If Hugo is willing to undergo a third session, Joona thinks, there is every chance he will be able to give them a firm description at long last.
* * *
Joona parks his car in the garage, takes the lift up to the eighth floor and strides down the corridor.
As he walks, he thinks about the blood in the garage in Stocksund, the spatter on the ceiling from the axe being raised again and again.
Ida’s husband has been informed. He was in Tenerife at the time of the murder, but was planning to catch the first plane home. Their five-year-old son was sleeping over at a friend’s house, and would stay there until his father could collect him.
The latest murder has turned all their previous theories on their head. There is no doubt it was the same killer – the Widow, as she is now known – but the fact is that Ida doesn’t fit the general pattern: she was a young woman rather than a man.
Joona has called a team meeting, asking everyone to return to the station to search for any unsolved or questionable casesinvolving female victims who might, somehow, fit the pattern.
It can no longer be denied that they are dealing with an active serial killer.

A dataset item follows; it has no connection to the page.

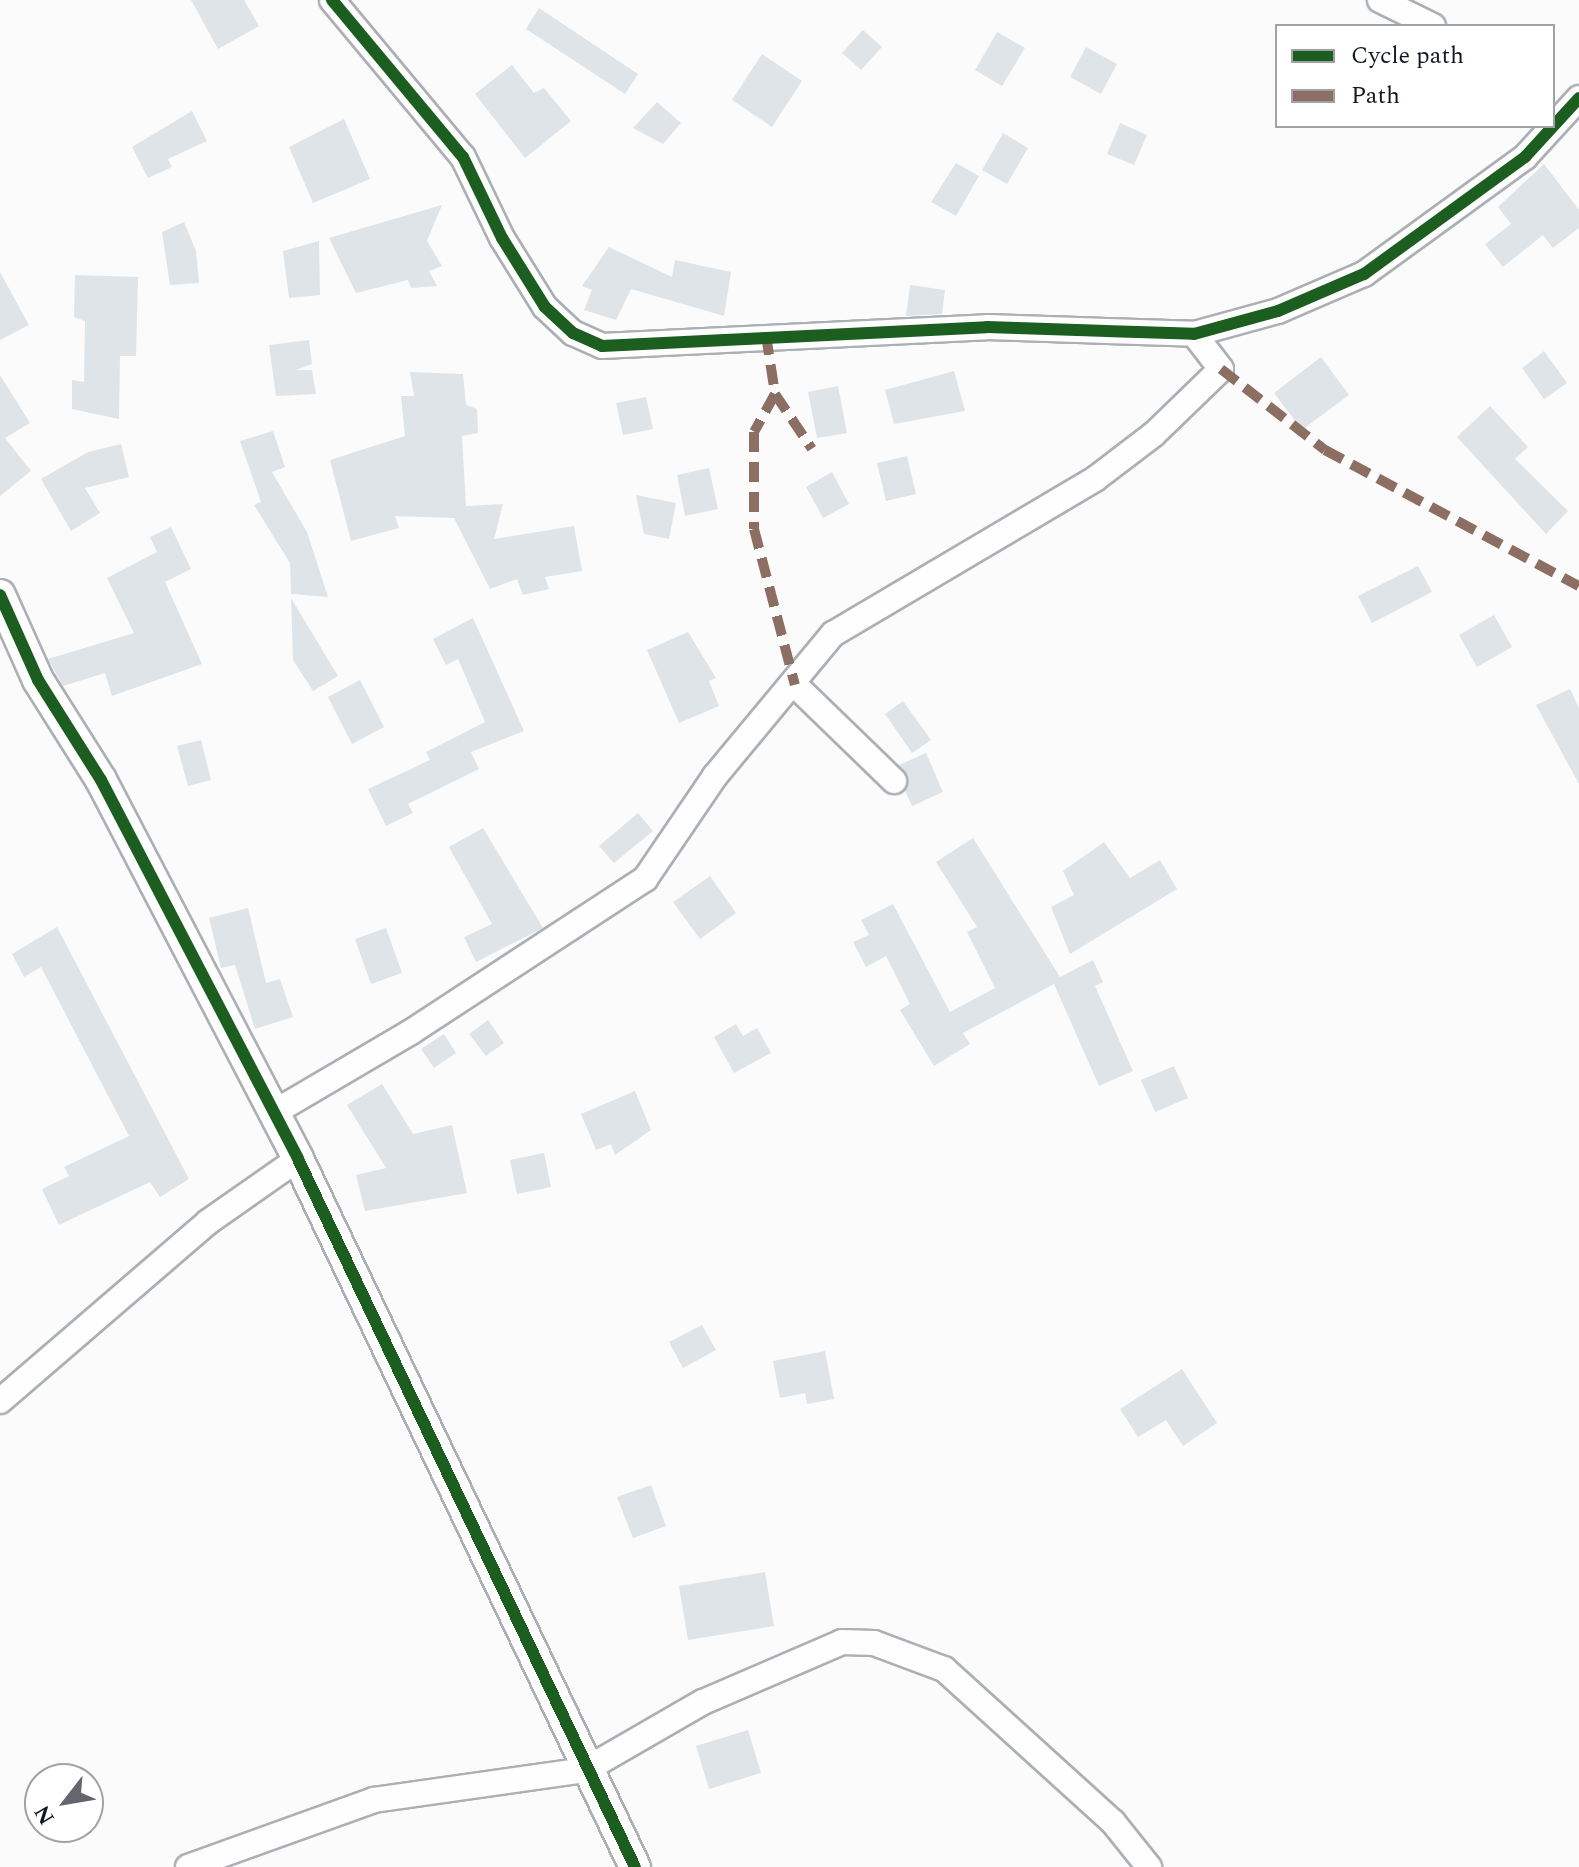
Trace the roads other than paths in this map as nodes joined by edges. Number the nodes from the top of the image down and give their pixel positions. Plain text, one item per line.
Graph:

Yet again, Joona’s thoughts turn back to the bloody garage. Looking at the scene, he had the sense that while the perpetrator’s aim was to end Ida’s life, some sort of blind rage took over almost immediately. A fury that nothing but sheer exhaustion could numb, when the killer couldn’t physically manage to swing the axe again.
Everyone is already waiting around the table when Joona reaches the investigation room.
He goes straight over to greet Detective Superintendent Bondesson, who has just joined the group. Bondesson is an older man with a thin, wrinkled face, bushy eyebrows and a horseshoe of white hair around his head. He has been a part of the National Murder Squad since it was first set up, and is incredibly experienced, with a firm belief in allowing the slow machinery of an investigation to take its course.
‘I don’t know about the rest of you,’ Bondesson says, nodding to the photographs, ‘but my trusty brain always feels an urge to interpret crime scenes like this as chaotic, when really they should be read word for word, as a complete story.’
Joona sits down and takes the team through his latest thoughts following the revelation that the killer does not exclusively target men.
‘This time, the victim was a young woman. A mother,’ he says.
They go through the sequence of events in the garage in detail, discussing the images from the scene. Everyone agrees that the latest murder is the most aggressive to date, with the caravan coming a close second.
Anna Andersson is studying a photograph of the main pool of blood, a close-up shot of the grooved tread marks left by a child’s bicycle tyre.
‘Looks like the Widow moved the bike just as the blood was starting to coagulate,’ she says with a frown.
‘Can I see?’ Joona asks.
‘Forward a bit, then back a bit,’ Anna shows him.
‘Strange,’ Bondesson mumbles.
‘Only a couple of centimetres in both directions.’
‘The killer pumped up the tyres,’ says Joona.
‘Of course.’ Anna sighs. ‘Damn it. The other bikes all had flats.’
‘So you’re saying she literally massacred the mother, then stayed behind to pump up the kid’s tyres, just to be nice?’ Rikard Roslund asks.
Bondesson gets up from his chair, mutters that he needs a cancer stick and gives Joona a lingering look.
The group starts to divvy up the tasks for the new preliminary investigation: producing an updated profile and searching the databases for cold cases involving female victims.
‘We still haven’t managed to get hold of Olga Wójcik,’ says Anna.
Joona stands up, grabs his coat from the hanger and leaves the room.
He heads straight for the lifts, and as he waits, he looks up at the notice board, which is full of invitations to Christmas parties, glögg evenings and a seminar about the impact of the government’s decision to ignore the Council on Legislation’s advice and introduce a system of crown witnesses.
He takes the lift down to the ground floor and leaves the building via reception. As expected, Bondesson is waiting for him on the other side of Polhemsgatan. The older detective is wearing a long sheepskin coat, smoking a cigarette on the snowy pavement.